Choram, a bem da verdade, de barriga cheia. Desde o advento das leis de incentivo, a produção cinematográfica brasileira foi contemplada com algo próximo a 1 bilhão de reais em incentivos diretos ou indiretos. O valor seria mais do que suficiente para criar e manter ativa uma indústria cinematográfica em um país africano de pequeno porte, por exemplo, priorizando-se infra-estrutura e formação e reciclagem de técnicos. No entanto, apesar de toda essa montanha de dinheiro, o Cinema Brasileiro continua, mais de uma década depois da chamada "retomada", absolutamente dependente das verbas públicas para sobreviver. Se alguém fechar a torneira, nosso cinema (melhor dizendo, o cinema "deles") volta à estaca zero, ao lugar de onde nunca conseguiu sair: é o quinto cinema do continente, atrás do norte-americano, do canadense, do mexicano e do argentino.

Mas esse disparate não é suficiente. Foi preciso que se criasse uma forma de incentivar as produções que não encontra par em qualquer outra parte do mundo: o apoio público aos filmes brasileiros é o único existente que não cobra dos realizadores qualquer demonstração de desempenho, seja ele em bilheteria ou repercussão, digamos, "cultural". Somente no Brasil é possível, por exemplo, se conseguir 5 milhões de dólares em verbas públicas, fracassar retumbantemente com o filme pronto e, imediatamente, já emendar outra produção, novamente com dinheiro público, tão ou mais cara que a anterior. Entre os jornalistas "especializados na área", ninguém escuta nada, ninguém diz nada. Diferentemente do que acontece na França ou na Espanha, por exemplo, onde o desempenho de um filme anterior é critério direto para obtenção de verbas para o próximo, no Brasil basta ter acesso a uma meia dúzia de contatos tradicionais para que se consiga capitalizar suas produções eternidade afora. Muita gente desconhece que, por bem ou por mal, é "sócia" desses filmes, embora só seja chamada a participar dos prejuízos. Para saber quanto cada produção aquinhoou em dinheiro público, bem debaixo de nossos narizes, basta acessar o site da Agência Nacional do Cinema. Clique em Espaço do Usuário e escolha Consulta de Projetos. A partir daí, basta digitar o nome de um filme brasileiro qualquer para descobrir quanto em dinheiro público foi aplicado na produção.

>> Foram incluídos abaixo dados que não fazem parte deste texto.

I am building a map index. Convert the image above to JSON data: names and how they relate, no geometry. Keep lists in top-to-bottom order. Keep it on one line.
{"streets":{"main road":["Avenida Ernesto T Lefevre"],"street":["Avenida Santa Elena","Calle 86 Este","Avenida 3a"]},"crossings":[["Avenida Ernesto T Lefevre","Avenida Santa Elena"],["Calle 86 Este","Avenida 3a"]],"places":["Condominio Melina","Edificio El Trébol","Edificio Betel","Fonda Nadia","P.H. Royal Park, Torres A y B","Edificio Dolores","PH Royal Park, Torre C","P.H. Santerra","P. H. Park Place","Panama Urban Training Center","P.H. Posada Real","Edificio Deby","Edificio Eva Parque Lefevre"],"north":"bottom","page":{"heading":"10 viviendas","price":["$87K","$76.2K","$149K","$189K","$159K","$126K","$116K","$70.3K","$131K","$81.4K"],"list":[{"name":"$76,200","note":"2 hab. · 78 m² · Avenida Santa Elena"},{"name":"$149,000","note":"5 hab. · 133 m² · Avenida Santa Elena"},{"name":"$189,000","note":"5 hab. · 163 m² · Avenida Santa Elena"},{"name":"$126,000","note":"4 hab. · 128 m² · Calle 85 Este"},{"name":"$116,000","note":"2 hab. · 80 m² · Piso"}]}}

Uma pesquisa rápida permite descobrir, por exemplo, que a superprodução "Gaijin – Ama-me Como Sou" captou através do incentivo fiscal 4.107.177,03 para sua produção, mais 3.575.407,45 para seu lançamento e distribuição. Seu desempenho de bilheteria, contudo, foi pífio: pouco mais de 50 mil bilhetes vendidos. A respeito disso, a Folha de S.Paulo publicou em seu caderno Ilustrada de 29 de agosto de 2006:

"No mercado de cinema, é comum reinvestir a renda obtida na bilheteria em mais publicidade, com a meta de impulsionar o lucro do filme nas etapas seguintes - DVD e televisão. (...) A estratégia vale, é claro, para filmes que tenham feito sucesso nas salas de cinema, a primeira plataforma de lançamento. Não foi esta a experiência de "Gaijin - Ama-me Como Sou" (2005), de Tizuka Yamasaki, que obteve R$ 10 milhões e teve 52 mil espectadores. Yamasaki prepara as filmagens de "Amazônia Caruana", orçado em R$ 10,4 milhões”.

Como se vê, no Cinema Brasileiro, um fracasso impulsiona outro, visto que a capacidade de produção está relacionada apenas e diretamente com aquela de captar recursos junto, especialmente, às estatais e concessionárias de serviços públicos. Mas ele não vive apenas de fracassos épicos – há também aqueles, digamos, mais "intimistas". Quando uma produção como "Antonia", de pouco mais de 2 milhões de reais, dá com os burros nágua na bilheteria, a grita é geral: culpa do Stallone, da classe média, do preço dos ingressos. Ninguém pára para pensar que o filme talvez tenha fracassado simplesmente porque era ruim, ou ninguém queria vê-lo. Sobre isso, a mesma Folha de S. Paulo publicou em 12 de março de 2007:

"O filme de Tata Amaral estreou nos cinemas há pouco mais de um mês e alcançou, até o último dia 4, 75 mil espectadores. Número abaixo do necessário para cumprir a expectativa de um público de 500 mil pessoas na carreira do filme. "Não é o que a gente esperava", admite Tata. Bruno Wainer, da distribuidora Downtown Filmes, concorda: "Obviamente está muito aquém do que a gente achou que o filme renderia". "Antônia" era a menina-dos-olhos da Downtown para este ano. "A gente fez uma aposta ousada e, nesses casos, ou se ganha ou se perde", diz Wainer. E o que fez a estrela de "Antônia" não brilhar no cinema? "Superestimamos o filme", avalia Tata. O longa foi lançado com 125 cópias. No mesmo fim de semana, "Rocky Balboa" estreou com 160 cópias e, até o último dia 4, tinha sido visto por quase 247 mil espectadores”.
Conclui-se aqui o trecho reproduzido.